Kelly then encourages women to practice visualization techniques and to ask the unborn child to move.  “It can be so emotional and so beautiful,” Kelly says.  And apparently effective as well: According to a study published in the Archives of Family Medicine, hypnotherapy turned 81 percent of breech babies.
It’s Your Turn, Baby There are several approaches some women use to persuade a baby to spin.

• Acupuncture and moxibustion: Susan Moore, a Seattle acupuncturist, hovers a cigar-like stick of smoldering mugwort, an herb, over the breechbearing woman’s little toe.  The little toe is a power point in traditional Chinese medicine.  “We get energy moving,” Moore says.  “Babies are energetic and really respond to it.”

Moore also applies special hair-thin acupuncture needles to loosen tightness in the low back.  “Most women feel very relaxed and fall asleep,” she says, and about half of the babies turn down in her experience.

• External version: After 36 weeks, your care provider may be willing to perform a “version,” which has a 65 percent success rate, according to the American Academy of Family Physicians.  During a version, the doctor or midwife applies pressure to the uterus, encouraging a fetal somersault.

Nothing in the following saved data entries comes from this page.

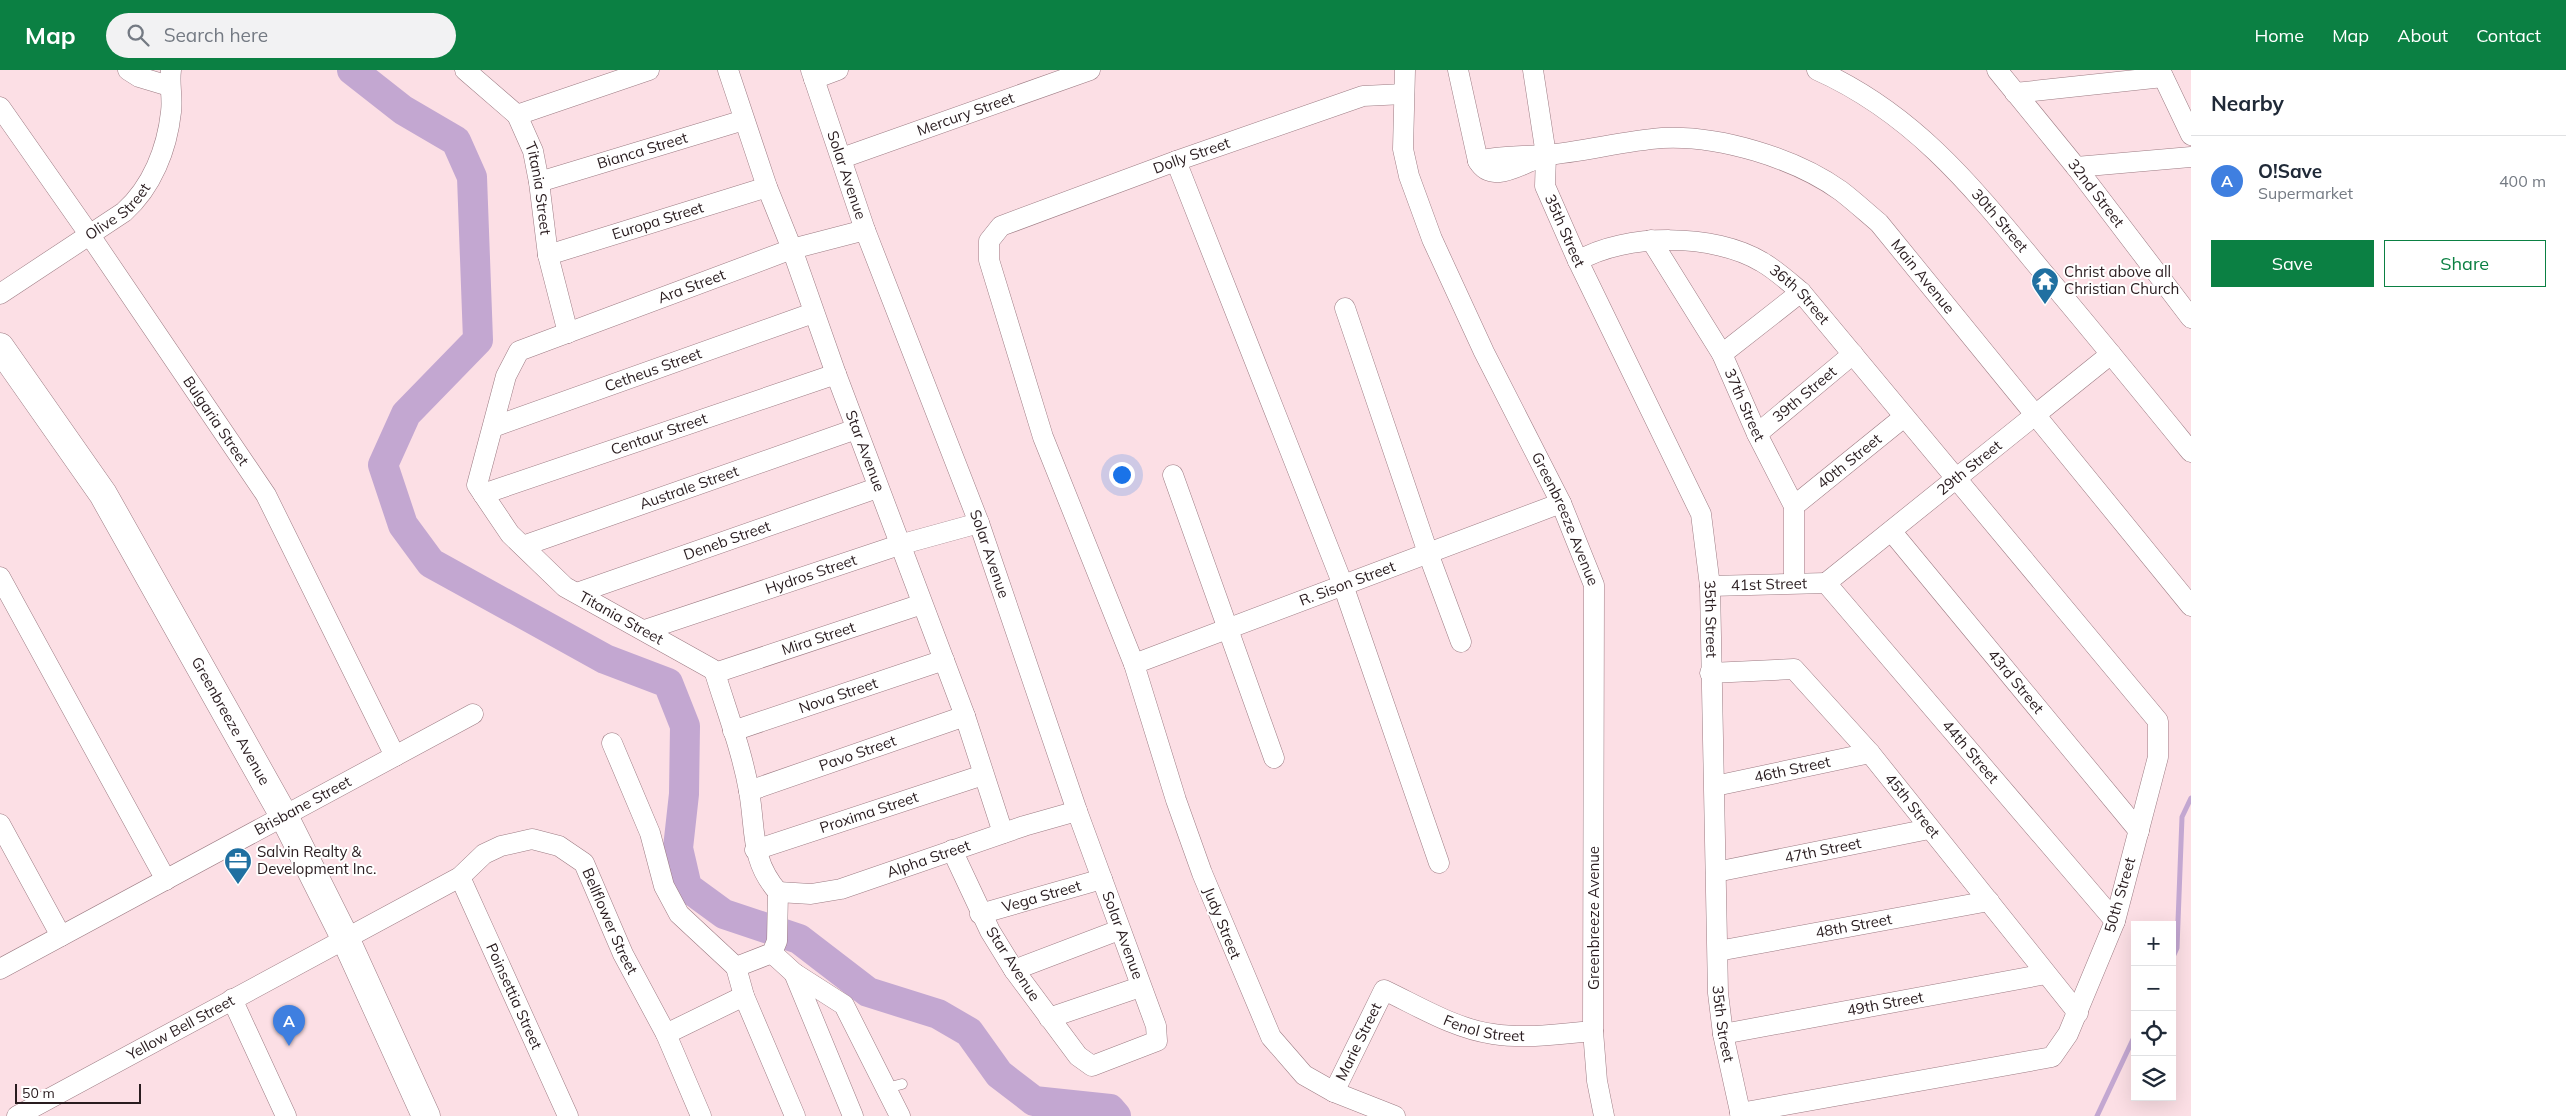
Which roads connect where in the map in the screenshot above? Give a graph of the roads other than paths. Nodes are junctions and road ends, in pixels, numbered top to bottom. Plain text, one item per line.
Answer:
1 (128, 70) edge
2 (465, 70) edge
3 (649, 70) edge
4 (728, 70) edge
5 (838, 70) edge
6 (1090, 70) edge
7 (1405, 70) edge
8 (1458, 70) edge
9 (1533, 70) edge
10 (1817, 70) edge
11 (1997, 70) edge
12 (2162, 73) edge
13 (813, 75) edge
14 (170, 78) edge
15 (2015, 93) junction
16 (1404, 94) junction
17 (0, 107) edge
18 (517, 115) junction
19 (744, 120) junction
20 (2191, 135) edge
21 (1546, 155) junction
22 (2191, 157) edge
23 (842, 158) junction
24 (1176, 161) junction
25 (2076, 167) junction
26 (539, 182) junction
27 (767, 187) junction
28 (865, 230) junction
29 (90, 234) junction
30 (1651, 240) junction
31 (989, 241) joint
32 (792, 248) junction
33 (548, 255) junction
34 (1578, 261) junction
35 (1801, 292) junction
36 (0, 294) edge
37 (1345, 308) dead end
38 (813, 312) junction
39 (2191, 318) edge
40 (568, 333) junction
41 (0, 346) edge
42 (1722, 354) junction
43 (1853, 354) junction
44 (2111, 354) junction
45 (836, 374) junction
46 (2036, 415) junction
47 (1904, 417) junction
48 (493, 427) junction
49 (856, 429) junction
50 (1757, 434) junction
51 (2191, 452) edge
52 (1173, 475) dead end
53 (1958, 478) junction
54 (877, 488) junction
55 (483, 494) junction
56 (1561, 504) junction
57 (1794, 506) junction
58 (979, 523) junction
59 (1892, 532) junction
60 (900, 545) junction
61 (523, 546) junction
62 (1428, 553) junction
63 (0, 577) edge
64 (1794, 583) junction
65 (1826, 583) junction
66 (1343, 585) junction
67 (1710, 586) junction
68 (577, 593) junction
69 (922, 604) junction
70 (2191, 606) edge
71 (645, 630) junction
72 (1229, 630) junction
73 (1461, 642) dead end
74 (944, 660) junction
75 (1134, 664) junction
76 (715, 673) junction
77 (1710, 673) junction
78 (473, 714) dead end
79 (966, 716) junction
80 (733, 732) junction
81 (612, 744) dead end
82 (1870, 753) junction
83 (395, 756) junction
84 (1274, 758) dead end
85 (983, 776) junction
86 (1715, 786) junction
87 (749, 791) junction
88 (1077, 812) junction
89 (284, 816) junction
90 (0, 824) edge
91 (1930, 829) junction
92 (2139, 831) junction
93 (1003, 833) junction
94 (755, 850) junction
95 (952, 850) junction
96 (1439, 863) dead end
97 (1716, 872) junction
98 (460, 877) junction
99 (166, 880) junction
100 (1102, 880) junction
101 (779, 896) junction
102 (1989, 901) junction
103 (980, 914) junction
104 (2115, 921) junction
105 (1119, 930) junction
106 (61, 936) junction
107 (346, 940) junction
108 (774, 947) junction
109 (1718, 951) junction
110 (736, 967) junction
111 (0, 969) edge
112 (1014, 970) junction
113 (794, 973) junction
114 (2046, 974) junction
115 (1140, 987) junction
116 (1384, 990) joint
117 (744, 996) junction
118 (232, 999) junction
119 (2078, 1014) junction
120 (1049, 1018) junction
121 (1593, 1031) junction
122 (666, 1034) junction
123 (1723, 1034) junction
124 (1092, 1066) joint
125 (1334, 1092) junction
126 (1741, 1114) edge
127 (17, 1116) edge
128 (286, 1116) edge
129 (426, 1116) edge
130 (568, 1116) edge
131 (701, 1116) edge
132 (795, 1116) edge
133 (853, 1116) edge
134 (900, 1116) edge
135 (1395, 1116) edge
136 (1604, 1116) edge

1 - 14 street
2 - 18 street, Titania Street
3 - 18 street
4 - 19 street, Star Avenue
5 - 13 street
6 - 23 street, Mercury Street
7 - 16 street, Greenbreeze Avenue
8 - 21 street, Main Avenue
9 - 21 street, 35th Street
10 - 44 street, 30th Street
11 - 15 street, 32nd Street
12 - 15 street
12 - 20 street
13 - 23 street, Solar Avenue
14 - 29 street, Olive Street
15 - 25 street, 32nd Street
16 - 24 street, Dolly Street
16 - 56 street, Greenbreeze Avenue
17 - 29 street, Bulgaria Street
18 - 26 street, Titania Street
19 - 26 street, Bianca Street
19 - 27 street, Star Avenue
21 - 34 street, 35th Street
21 - 46 street, Main Avenue
22 - 25 street
23 - 28 street, Solar Avenue
24 - 31 street, Dolly Street
24 - 66 street
25 - 39 street, 32nd Street
26 - 33 street, Titania Street
27 - 32 street, Star Avenue
27 - 33 street, Europa Street
28 - 32 street, Ara Street
28 - 58 street, Solar Avenue
29 - 36 street, Olive Street
29 - 83 street, Bulgaria Street
30 - 34 street, 36th Street
30 - 35 street, 36th Street
30 - 42 street, 37th Street
31 - 75 street, Judy Street
32 - 38 street, Star Avenue
32 - 40 street, Ara Street
33 - 40 street, Titania Street
34 - 67 street, 35th Street
35 - 42 street
35 - 43 street, 36th Street
37 - 62 street
38 - 45 street, Star Avenue
38 - 48 street, Cetheus Street
40 - 48 street, Ara Street
41 - 89 street, Greenbreeze Avenue
42 - 50 street, 37th Street
43 - 47 street, 36th Street
43 - 50 street, 39th Street
44 - 46 street, 29th Street
44 - 51 street, 30th Street
45 - 49 street, Star Avenue
45 - 55 street, Centaur Street
46 - 53 street, 29th Street
46 - 70 street, Main Avenue
47 - 53 street, 36th Street
47 - 57 street, 40th Street
48 - 55 street
49 - 54 street, Star Avenue
49 - 61 street, Australe Street
50 - 57 street, 37th Street
52 - 72 street
53 - 59 street, 29th Street
53 - 92 street, 50th Street
54 - 60 street, Star Avenue
54 - 68 street, Deneb Street
55 - 61 street, Titania Street
56 - 62 street, R. Sison Street
56 - 121 street, Greenbreeze Avenue
57 - 64 street, 37th Street
58 - 60 street, Hydros Street
58 - 88 street, Solar Avenue
59 - 65 street, 29th Street
59 - 92 street, 43rd Street
60 - 69 street, Star Avenue
60 - 71 street, Hydros Street
61 - 68 street, Titania Street
62 - 66 street, R. Sison Street
62 - 73 street
63 - 99 street
64 - 65 street, 41st Street
64 - 67 street, 41st Street
65 - 104 street, 44th Street
66 - 72 street, R. Sison Street
66 - 96 street
67 - 77 street, 35th Street
68 - 71 street, Titania Street
69 - 74 street, Star Avenue
69 - 76 street, Mira Street
71 - 76 street, Titania Street
72 - 75 street, R. Sison Street
72 - 84 street
74 - 79 street, Star Avenue
74 - 80 street, Nova Street
75 - 125 street, Judy Street
76 - 80 street
77 - 82 street, 45th Street
77 - 86 street, 35th Street
78 - 83 street, Brisbane Street
79 - 85 street, Star Avenue
79 - 87 street, Pavo Street
80 - 87 street
81 - 110 street
82 - 86 street, 46th Street
82 - 91 street, 45th Street
83 - 89 street, Brisbane Street
85 - 93 street, Star Avenue
85 - 94 street, Proxima Street
86 - 97 street, 35th Street
87 - 94 street
88 - 93 street, Alpha Street
88 - 100 street, Solar Avenue
89 - 99 street, Brisbane Street
89 - 107 street, Greenbreeze Avenue
90 - 106 street
91 - 97 street, 47th Street
91 - 102 street, 45th Street
92 - 104 street, 50th Street
93 - 95 street, Alpha Street
94 - 101 street
95 - 101 street, Alpha Street
95 - 103 street, Star Avenue
97 - 109 street, 35th Street
98 - 107 street, Bellflower Street
98 - 122 street, Bellflower Street
98 - 130 street, Poinsettia Street
99 - 106 street, Brisbane Street
100 - 103 street, Vega Street
100 - 105 street, Solar Avenue
101 - 108 street
102 - 109 street, 48th Street
102 - 114 street, 45th Street
103 - 112 street, Star Avenue
104 - 119 street, 50th Street
105 - 112 street
105 - 115 street, Solar Avenue
106 - 111 street, Brisbane Street
107 - 118 street, Yellow Bell Street
107 - 129 street, Greenbreeze Avenue
108 - 110 street
108 - 113 street
109 - 123 street, 35th Street
110 - 117 street
112 - 120 street, Star Avenue
113 - 133 street
113 - 134 street
114 - 119 street, 45th Street
114 - 123 street, 49th Street
115 - 120 street
115 - 124 street, Solar Avenue
116 - 121 street, Fenol Street
116 - 125 street, Marie Street
117 - 122 street
117 - 132 street
118 - 127 street, Yellow Bell Street
118 - 128 street
119 - 126 street, 50th Street
120 - 124 street, Star Avenue
121 - 136 street, Greenbreeze Avenue
122 - 131 street, Bellflower Street
123 - 126 street, 35th Street
125 - 135 street, Judy Street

• FYI Were you born breech?  You might want to ask your mom and dad.Parents born breech are twice as likely to produce a breech baby, according to recent research from Norway.

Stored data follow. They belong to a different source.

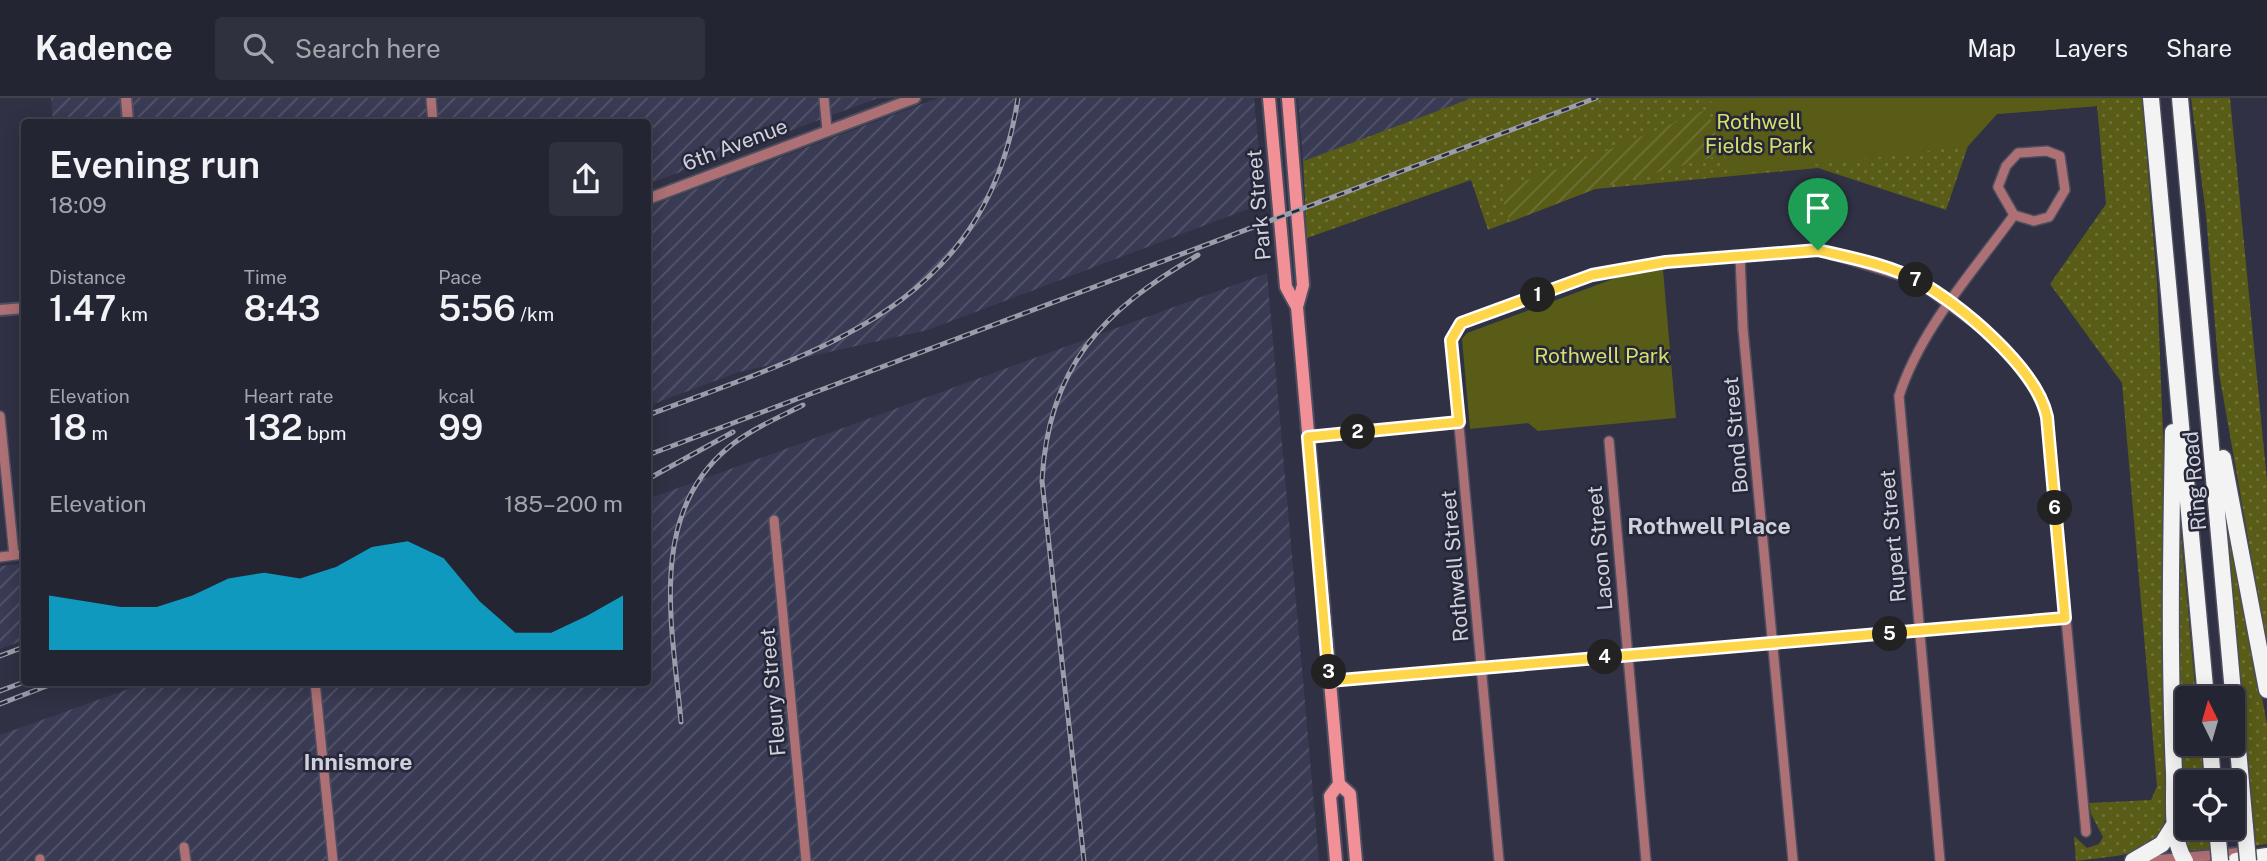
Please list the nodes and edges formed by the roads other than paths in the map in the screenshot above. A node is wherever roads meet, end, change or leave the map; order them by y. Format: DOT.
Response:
graph roads {
  1 [pos="125,98"];
  2 [pos="431,98"];
  3 [pos="824,98"];
  4 [pos="915,98"];
  5 [pos="1269,98"];
  6 [pos="1288,98"];
  7 [pos="2151,98"];
  8 [pos="2180,98"];
  9 [pos="128,119"];
  10 [pos="433,119"];
  11 [pos="827,130"];
  12 [pos="651,198"];
  13 [pos="2014,215"];
  14 [pos="1740,256"];
  15 [pos="1949,303"];
  16 [pos="1297,307"];
  17 [pos="21,308"];
  18 [pos="0,310"];
  19 [pos="2174,342"];
  20 [pos="2208,389"];
  21 [pos="0,416"];
  22 [pos="1459,422"];
  23 [pos="1308,437"];
  24 [pos="1609,441"];
  25 [pos="774,520"];
  26 [pos="21,554"];
  27 [pos="14,555"];
  28 [pos="0,557"];
  29 [pos="2065,618"];
  30 [pos="1919,631"];
  31 [pos="1773,644"];
  32 [pos="1628,655"];
  33 [pos="1482,668"];
  34 [pos="1329,681"];
  35 [pos="315,686"];
  36 [pos="2205,686"];
  37 [pos="2267,690"];
  38 [pos="1339,784"];
  39 [pos="2175,787"];
  40 [pos="2175,824"];
  41 [pos="2086,832"];
  42 [pos="2180,840"];
  43 [pos="2218,840"];
  44 [pos="184,847"];
  45 [pos="2267,850"];
  46 [pos="2267,856"];
  47 [pos="2184,859"];
  48 [pos="186,861"];
  49 [pos="333,861"];
  50 [pos="806,861"];
  51 [pos="1336,861"];
  52 [pos="1356,861"];
  53 [pos="1499,861"];
  54 [pos="1646,861"];
  55 [pos="1793,861"];
  56 [pos="1940,861"];
  57 [pos="2133,861"];
  58 [pos="2148,861"];
  59 [pos="2220,861"];
  60 [pos="2236,861"];
  61 [pos="2248,861"];
  1 -- 9 [label="street"];
  2 -- 10 [label="street"];
  3 -- 11 [label="street"];
  4 -- 11 [label="street, 6th Avenue"];
  5 -- 16 [label="main road, Park Street"];
  6 -- 16 [label="main road, Park Street"];
  7 -- 19 [label="highway, Ring Road"];
  8 -- 20 [label="highway, Ring Road"];
  11 -- 12 [label="street, 6th Avenue"];
  13 -- 13 [label="street"];
  13 -- 15 [label="street, Rupert Street"];
  14 -- 15 [label="street, Rothwell Street"];
  14 -- 22 [label="street, Rothwell Street"];
  14 -- 31 [label="street, Bond Street"];
  15 -- 29 [label="street, Rothwell Street"];
  15 -- 30 [label="street, Rupert Street"];
  16 -- 23 [label="main road, Park Street"];
  17 -- 18 [label="street"];
  19 -- 36 [label="highway, Ring Road"];
  19 -- 39 [label="highway"];
  20 -- 37 [label="highway"];
  20 -- 61 [label="highway, Ring Road, bridge"];
  21 -- 27 [label="street"];
  22 -- 23 [label="street"];
  22 -- 33 [label="street, Rothwell Street"];
  23 -- 34 [label="main road, Park Street"];
  24 -- 32 [label="street, Lacon Street"];
  25 -- 50 [label="street, Fleury Street"];
  26 -- 27 [label="street"];
  27 -- 28 [label="street"];
  29 -- 30 [label="street"];
  29 -- 41 [label="street, Rothwell Street"];
  30 -- 31 [label="street"];
  30 -- 56 [label="street, Rupert Street"];
  31 -- 32 [label="street"];
  31 -- 55 [label="street, Bond Street"];
  32 -- 33 [label="street"];
  32 -- 54 [label="street, Lacon Street"];
  33 -- 34 [label="street"];
  33 -- 53 [label="street, Rothwell Street"];
  34 -- 38 [label="main road, Park Street"];
  35 -- 49 [label="street"];
  38 -- 51 [label="main road, Park Street"];
  38 -- 52 [label="main road, Park Street"];
  40 -- 57 [label="highway"];
  42 -- 47 [label="highway"];
  43 -- 59 [label="highway, bridge"];
  44 -- 48 [label="street"];
  45 -- 47 [label="street"];
  46 -- 60 [label="highway"];
  47 -- 58 [label="street"];
}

Wondering If Is Baby Breech?

If you feel kicks in the abdomen and hiccups close to your heart, you may be carrying a breech baby.  Ask your physician or midwife to check, but request confirmation through ultrasound, as physicians miss 30 percent of breech babies, according to an Australian study.  Here are the three main types:

1 Frank breech: Baby’s in a pretzel shape, with legs flexed at hip and feet near the ears.

2 Complete breech: Baby’s practicing yoga, sitting cross-legged with knees flexed and feet beside the bottom.

3 Footling breech: Baby’s kicking back, with one or both feet hanging down; this is more typical of premature babies or those with intrauterine growth restriction.